The only reason we were seen as the largest fellowship was that we filled the whole chapel auditorium. Other fellowships filled sections of the chapel – we took the whole place.

 
But, why did I not want to take statistics of people coming to fellowship? Wouldn’t that information guide the planning of our programs and delivery of our content?
 
They would have – if our program design was numbers driven. Our indices for success were rather different.
 

Why Were they coming for services?

 
You see people came to our services for different reasons. I can’t say I figured out all but some of them include:
 
  • We kept to service time – started and ended on time
  • We had good music
  •  We focused on spiritual and academic excellence
  •  The timing of the service worked very well into their schedules
  •  The sermons focused on core Christian teaching
  •  Their friends were going so why not
  •  We did not have a sermonette to convince people to give an offering every time
 
It’s clear from all these reasons that we had a mixed multitude – God seekers and self-satisfiers.
lesson from student fellowship

Why We didn’t take numbers

 
And this is why I didn’t believe that a large number of people showing up at our fellowship meant we were doing a great job.

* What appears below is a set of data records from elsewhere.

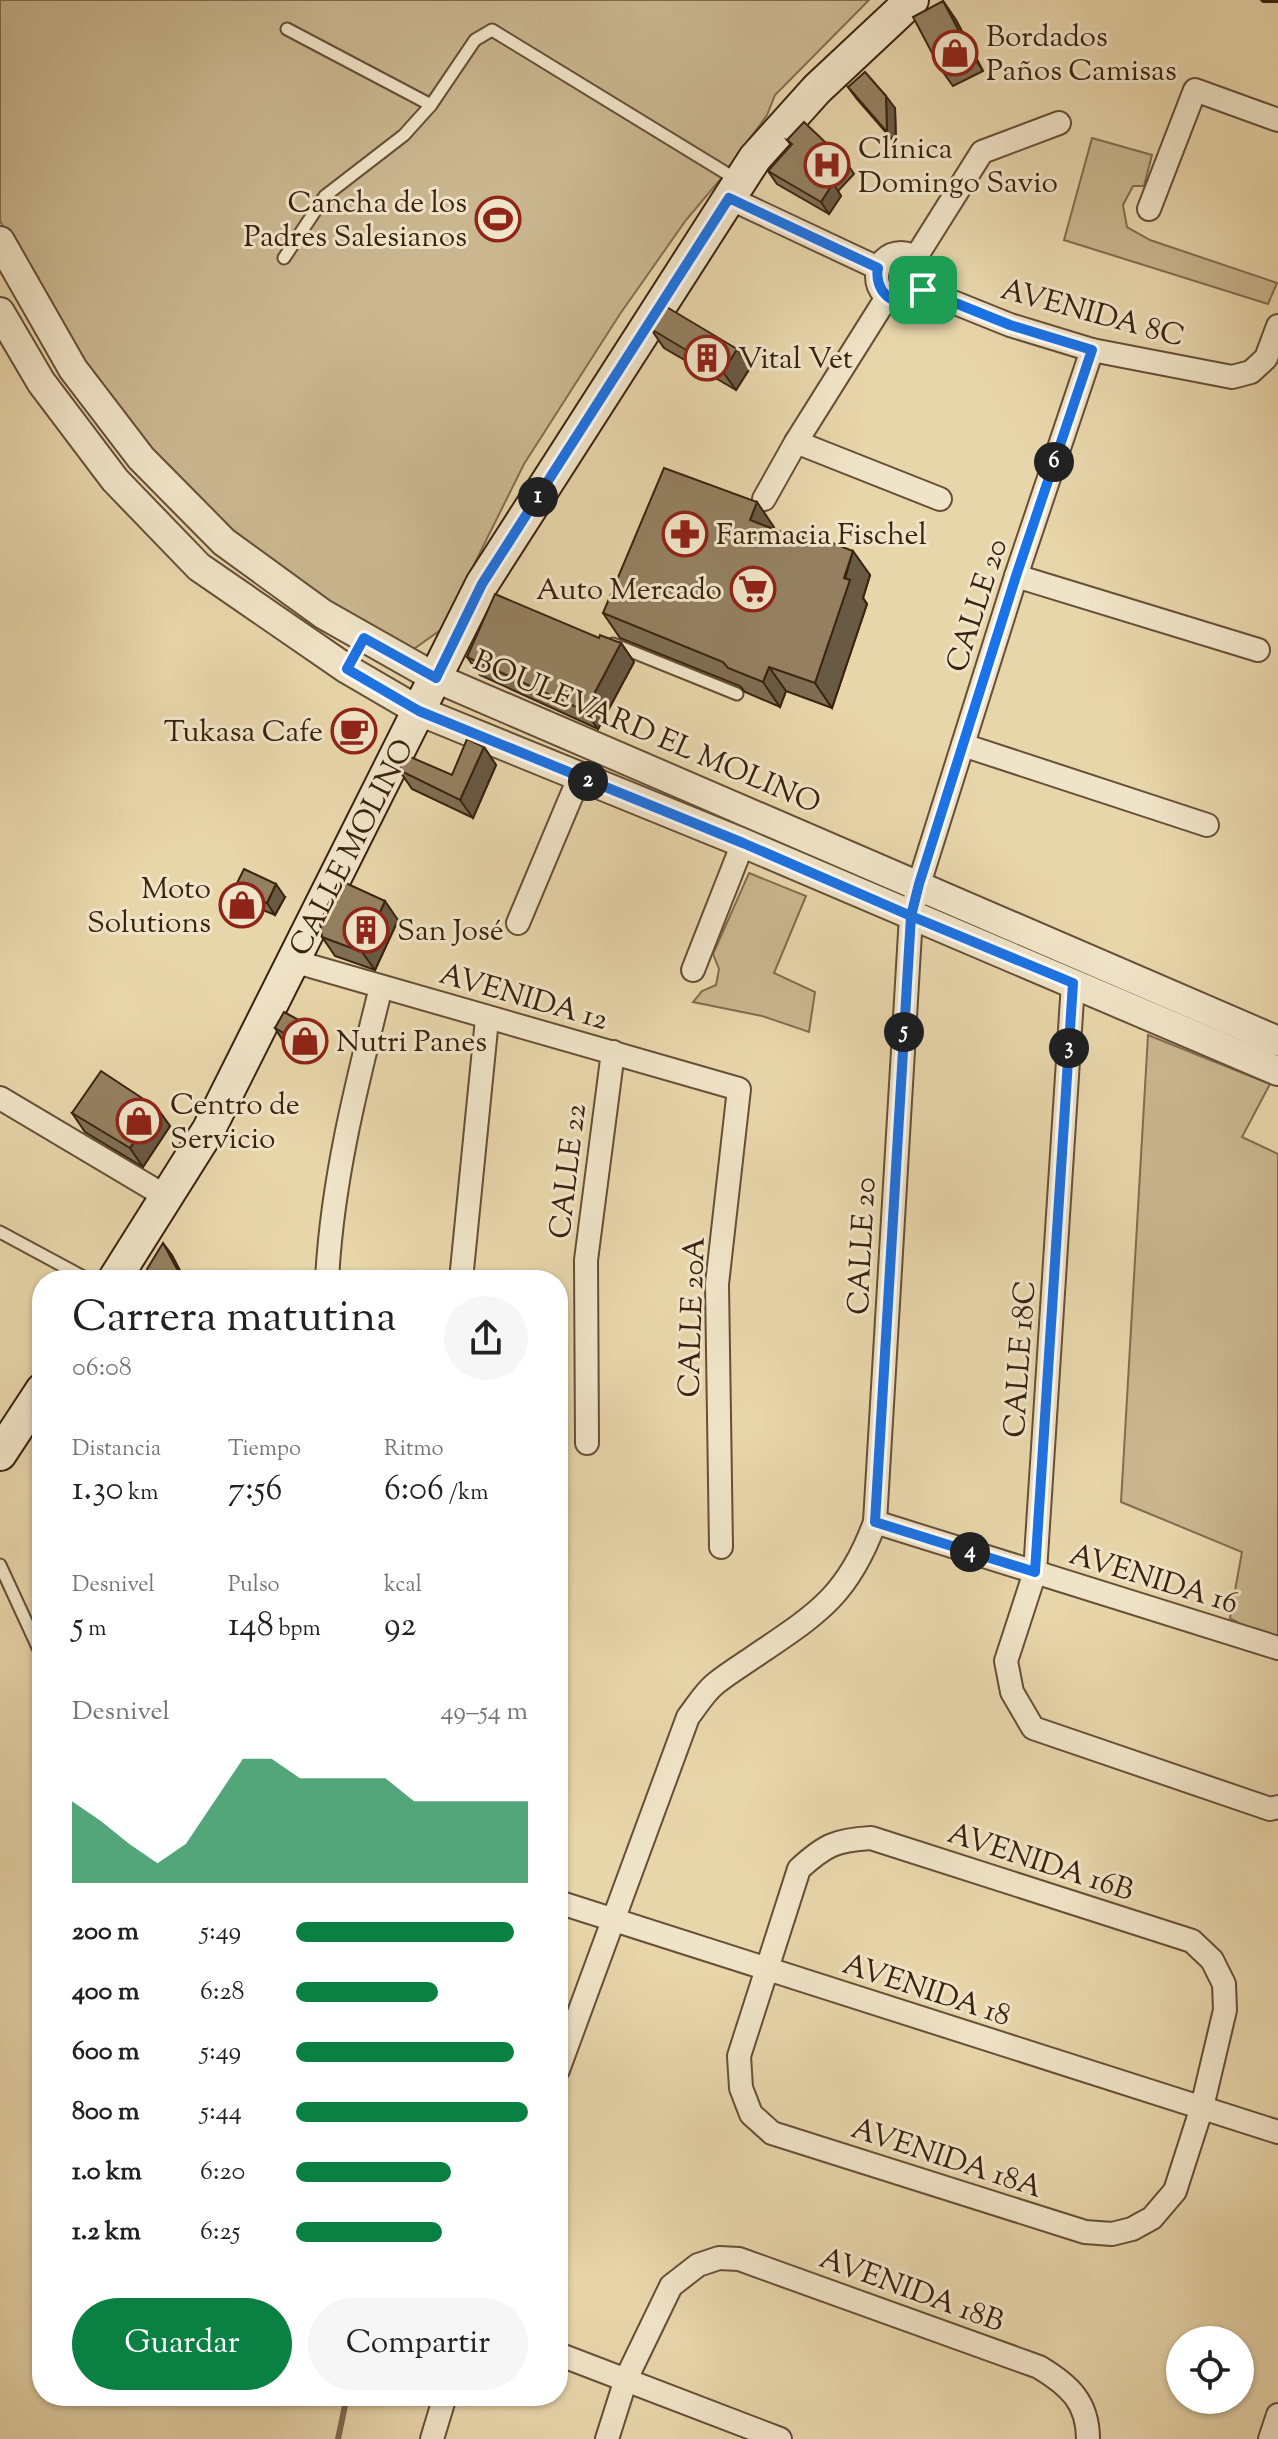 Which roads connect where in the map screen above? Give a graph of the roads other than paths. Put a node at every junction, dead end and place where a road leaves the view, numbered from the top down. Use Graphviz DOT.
graph roads {
  1 [pos="912,0"];
  2 [pos="287,29"];
  3 [pos="431,105"];
  4 [pos="1278,120"];
  5 [pos="1059,123"];
  6 [pos="734,190"];
  7 [pos="1149,209"];
  8 [pos="3,255"];
  9 [pos="916,257"];
  10 [pos="284,258"];
  11 [pos="878,268"];
  12 [pos="923,290"];
  13 [pos="887,297"];
  14 [pos="0,312"];
  15 [pos="1278,326"];
  16 [pos="1092,350"];
  17 [pos="796,442"];
  18 [pos="764,499"];
  19 [pos="940,499"];
  20 [pos="1016,576"];
  21 [pos="364,638"];
  22 [pos="605,641"];
  23 [pos="1258,650"];
  24 [pos="347,669"];
  25 [pos="436,678"];
  26 [pos="737,694"];
  27 [pos="419,711"];
  28 [pos="963,745"];
  29 [pos="579,778"];
  30 [pos="1207,825"];
  31 [pos="743,843"];
  32 [pos="919,884"];
  33 [pos="911,916"];
  34 [pos="518,923"];
  35 [pos="293,961"];
  36 [pos="693,970"];
  37 [pos="1073,983"];
  38 [pos="381,987"];
  39 [pos="487,1019"];
  40 [pos="1278,1041"];
  41 [pos="613,1052"];
  42 [pos="1278,1071"];
  43 [pos="739,1089"];
  44 [pos="0,1098"];
  45 [pos="165,1196"];
  46 [pos="0,1232"];
  47 [pos="70,1270"];
  48 [pos="120,1270"];
  49 [pos="328,1270"];
  50 [pos="462,1270"];
  51 [pos="32,1405"];
  52 [pos="587,1443"];
  53 [pos="0,1454"];
  54 [pos="875,1522"];
  55 [pos="721,1547"];
  56 [pos="0,1565"];
  57 [pos="1035,1572"];
  58 [pos="32,1634"];
  59 [pos="1278,1648"];
  60 [pos="1274,1808"];
  61 [pos="568,1905"];
  62 [pos="612,1920"];
  63 [pos="766,1969"];
  64 [pos="568,2042"];
  65 [pos="1202,2107"];
  66 [pos="1278,2132"];
  67 [pos="568,2358"];
  68 [pos="626,2379"];
  69 [pos="442,2406"];
  70 [pos="1278,2415"];
  71 [pos="432,2439"];
  72 [pos="607,2439"];
  73 [pos="780,2439"];
  74 [pos="1088,2439"];
  75 [pos="1270,2439"];
  1 -- 6 [label="main road, CALLE MOLINO"];
  2 -- 3 [label="lane"];
  3 -- 6 [label="lane"];
  3 -- 10 [label="lane"];
  4 -- 7 [label="street"];
  5 -- 9 [label="street"];
  6 -- 11 [label="street"];
  6 -- 25 [label="main road, CALLE MOLINO"];
  8 -- 21 [label="street, BOULEVARD EL MOLINO"];
  9 -- 11 [label="street"];
  9 -- 12 [label="street"];
  11 -- 13 [label="street"];
  12 -- 13 [label="street"];
  12 -- 16 [label="street, AVENIDA 8C"];
  13 -- 17 [label="street"];
  14 -- 24 [label="street"];
  15 -- 16 [label="street, AVENIDA 8C"];
  16 -- 20 [label="street, CALLE 20"];
  17 -- 18 [label="street"];
  17 -- 19 [label="street"];
  20 -- 23 [label="street"];
  20 -- 28 [label="street, CALLE 20"];
  21 -- 24 [label="street"];
  21 -- 25 [label="street, BOULEVARD EL MOLINO"];
  22 -- 26 [label="lane"];
  24 -- 27 [label="street"];
  25 -- 27 [label="main road, CALLE MOLINO"];
  25 -- 32 [label="street, BOULEVARD EL MOLINO"];
  27 -- 29 [label="street"];
  27 -- 35 [label="main road, CALLE MOLINO"];
  28 -- 30 [label="street"];
  28 -- 32 [label="street, CALLE 20"];
  29 -- 31 [label="street"];
  29 -- 34 [label="street"];
  31 -- 33 [label="street"];
  31 -- 36 [label="street"];
  32 -- 33 [label="street, CALLE 20"];
  32 -- 40 [label="street, BOULEVARD EL MOLINO"];
  33 -- 37 [label="street"];
  33 -- 54 [label="street, CALLE 20"];
  35 -- 38 [label="street, AVENIDA 12"];
  35 -- 45 [label="main road, CALLE MOLINO"];
  37 -- 42 [label="street"];
  37 -- 57 [label="street, CALLE 18C"];
  38 -- 39 [label="street, AVENIDA 12"];
  38 -- 49 [label="street"];
  39 -- 41 [label="street, AVENIDA 12"];
  39 -- 50 [label="street"];
  41 -- 43 [label="street, AVENIDA 12"];
  41 -- 52 [label="street, CALLE 22"];
  43 -- 55 [label="street, CALLE 20A"];
  44 -- 45 [label="street"];
  45 -- 48 [label="main road, CALLE MOLINO"];
  46 -- 47 [label="lane"];
  51 -- 53 [label="main road"];
  54 -- 57 [label="street, AVENIDA 16"];
  54 -- 62 [label="street, CALLE 20"];
  56 -- 58 [label="lane"];
  57 -- 59 [label="street, AVENIDA 16"];
  57 -- 60 [label="street, CALLE 18C"];
  61 -- 62 [label="street, AVENIDA 18"];
  62 -- 63 [label="street, AVENIDA 18"];
  62 -- 64 [label="street, CALLE 20"];
  63 -- 65 [label="street, AVENIDA 18"];
  63 -- 65 [label="street, AVENIDA 18A"];
  63 -- 65 [label="street, AVENIDA 16B"];
  65 -- 66 [label="street, AVENIDA 18"];
  67 -- 68 [label="street"];
  68 -- 72 [label="street"];
  68 -- 73 [label="street"];
  68 -- 74 [label="street, AVENIDA 18B"];
  69 -- 71 [label="street"];
  70 -- 75 [label="street"];
} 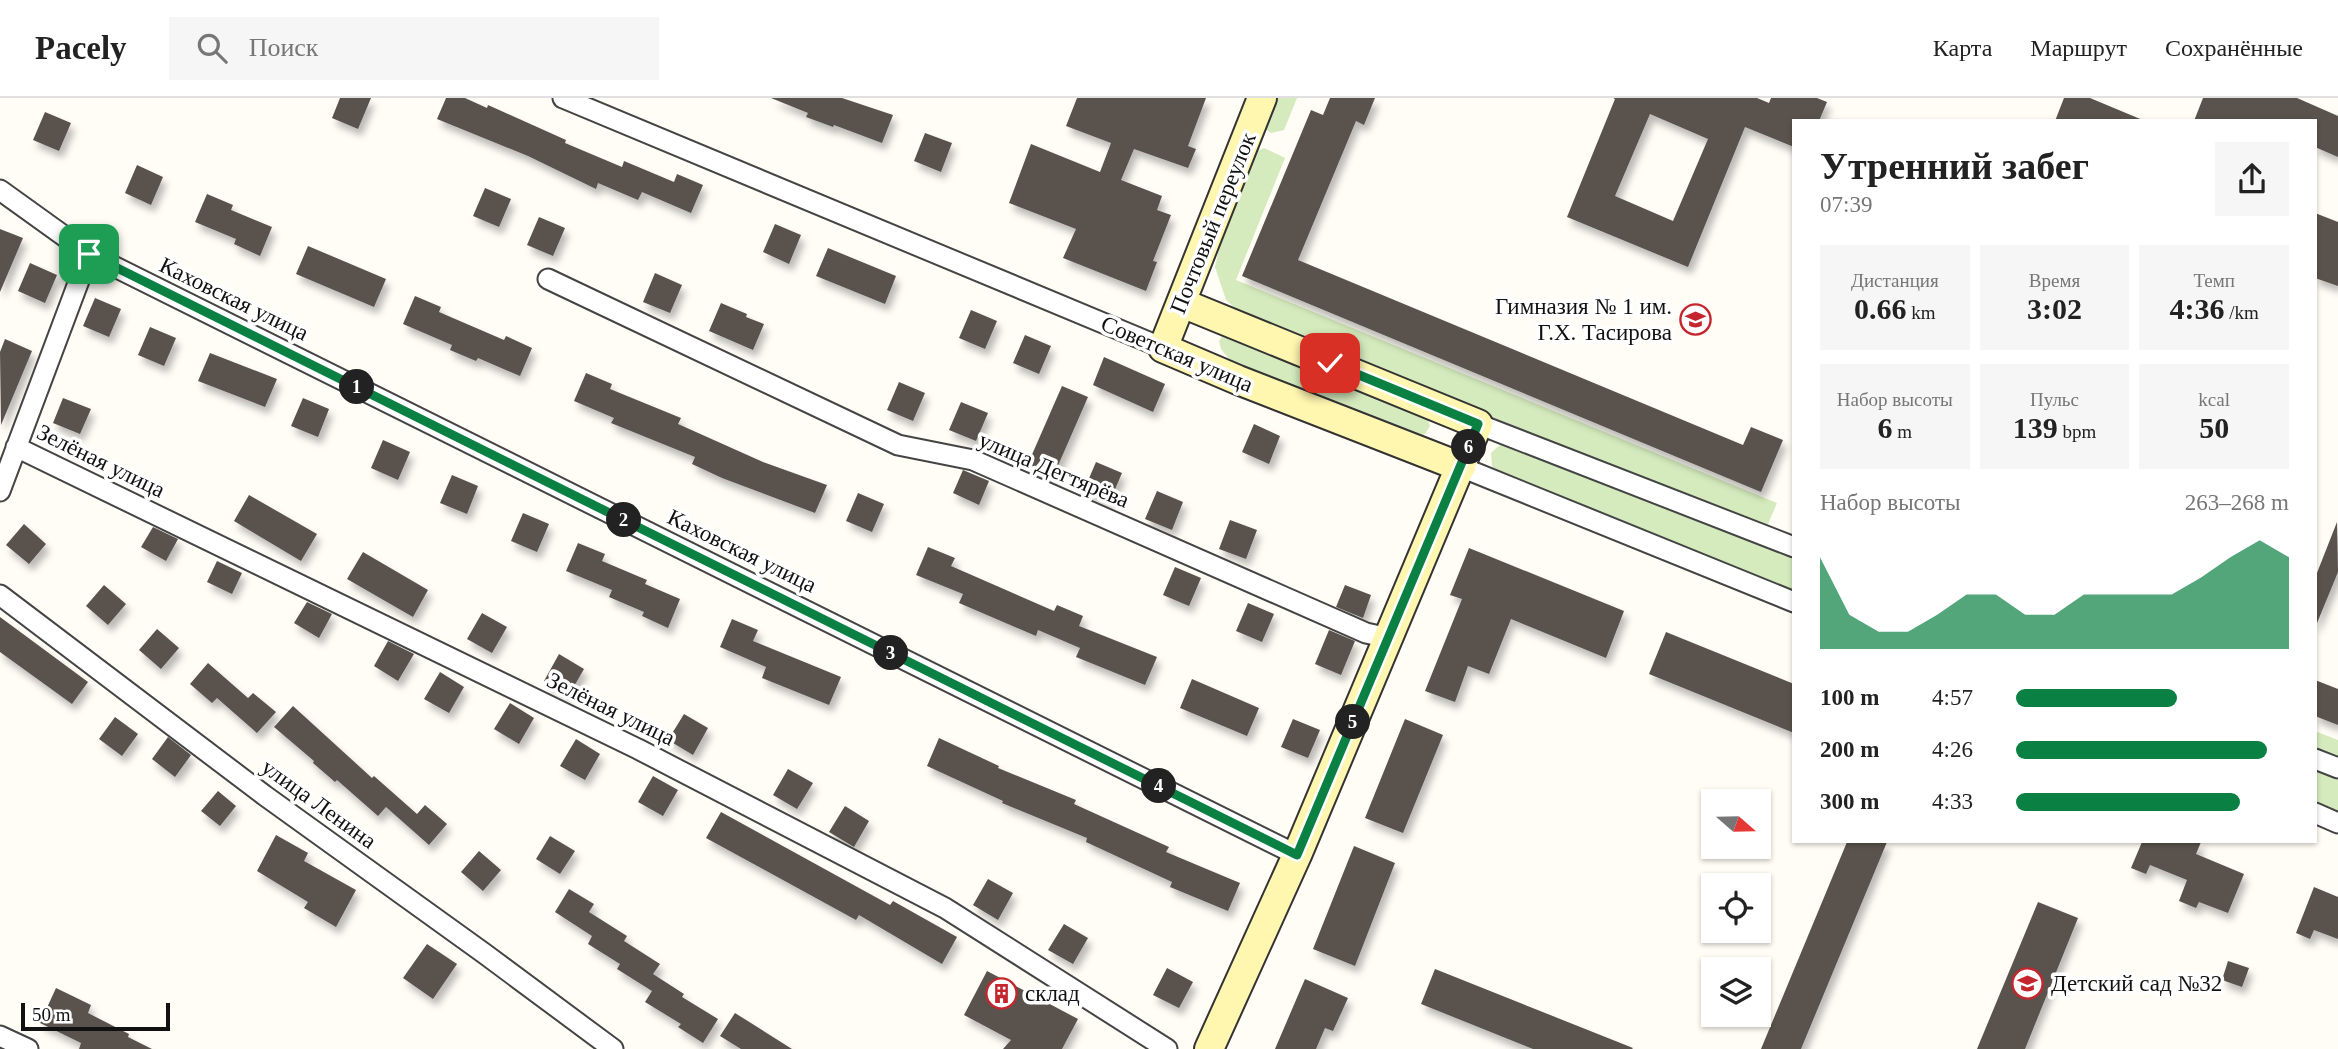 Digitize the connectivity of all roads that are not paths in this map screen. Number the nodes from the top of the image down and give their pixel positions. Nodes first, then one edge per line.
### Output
1 (1262, 98) edge
2 (569, 99) edge
3 (0, 190) edge
4 (89, 254) junction
5 (548, 279) dead end
6 (1182, 303) junction
7 (1163, 348) junction
8 (1478, 424) junction
9 (16, 447) junction
10 (1461, 467) junction
11 (0, 491) edge
12 (1792, 546) edge
13 (0, 594) edge
14 (1792, 601) edge
15 (1389, 638) junction
16 (2317, 760) edge
17 (2338, 768) edge
18 (2317, 814) edge
19 (2338, 822) edge
20 (1297, 855) junction
21 (0, 1036) edge
22 (29, 1049) edge
23 (613, 1049) edge
24 (1167, 1049) edge
25 (1209, 1049) edge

People come to services for their own reasons and if you align with them, they will show up more and more.
 

So, Were We Playing Church?

 
We had our own internal matrices – numbers didn’t just feature on them. Our matrices were driven by one singular vision – to get more people to reflect Jesus in their everyday lives.
 
We came up with a simple mantra to keep this fresh. It was LEAVE THE WORLD AND LIVE THE WORD. Sounds cool, right? Making it real is the hard work.
 
But for us, the more people we could get to dig into this, the better for us.
 

How Did We Measure What We Were Doing?

 
We were measuring numbers but not numbers in the way everyone else was measuring it. Yes, we tried to make our services a spiritual experience but a lot of effort was going into these:
 
  • The investment we were making into our volunteer workers. They represent the next line of people that should carry the vision of the fellowship. If they are valuable, they should demand the investment of time and resources from us as leaders.
 
  • The opportunities we created for people within our sphere of influence who needed to hear about Jesus. Sometimes they were not through traditional church programs. For example, we had a dinner for our lecturers to create a platform to reach them. It was a paid event for students but free for lecturers.

 

God is in the people transformation business – starting from salvation to glorification. That’s what we partner with God for.

Why All These?

 
It’s so easy to get distracted with how everyone else measures success. Numbers was important to some people but these two core activities took more of our time and energy. This was how we believed God was measuring our success as leaders.
 
Occasionally, we had to make hard decisions. I recall when we had to announce to the fellowship the suspension of a worker who was caught in exam malpractice. We weighed the decision because it was very unusual within a student fellowship to practice church disciple.
 
This was made easier because of the value that we placed on our workers. They were not nobodies – they represent the fellowship. By the way, we didn’t announce his suspension and hang him out to dry. His team lead walked with him. 

What Really Matters

 
The most important thing is to never let any outward metric of success determine our worth or value in the service of God.
Find out the important things to God and serve by those standards. God is in the people transformation business – starting from salvation to glorification. That’s what we partner with God for.
 
We serve people because we want them to live lives that reflect more of the Christ in them.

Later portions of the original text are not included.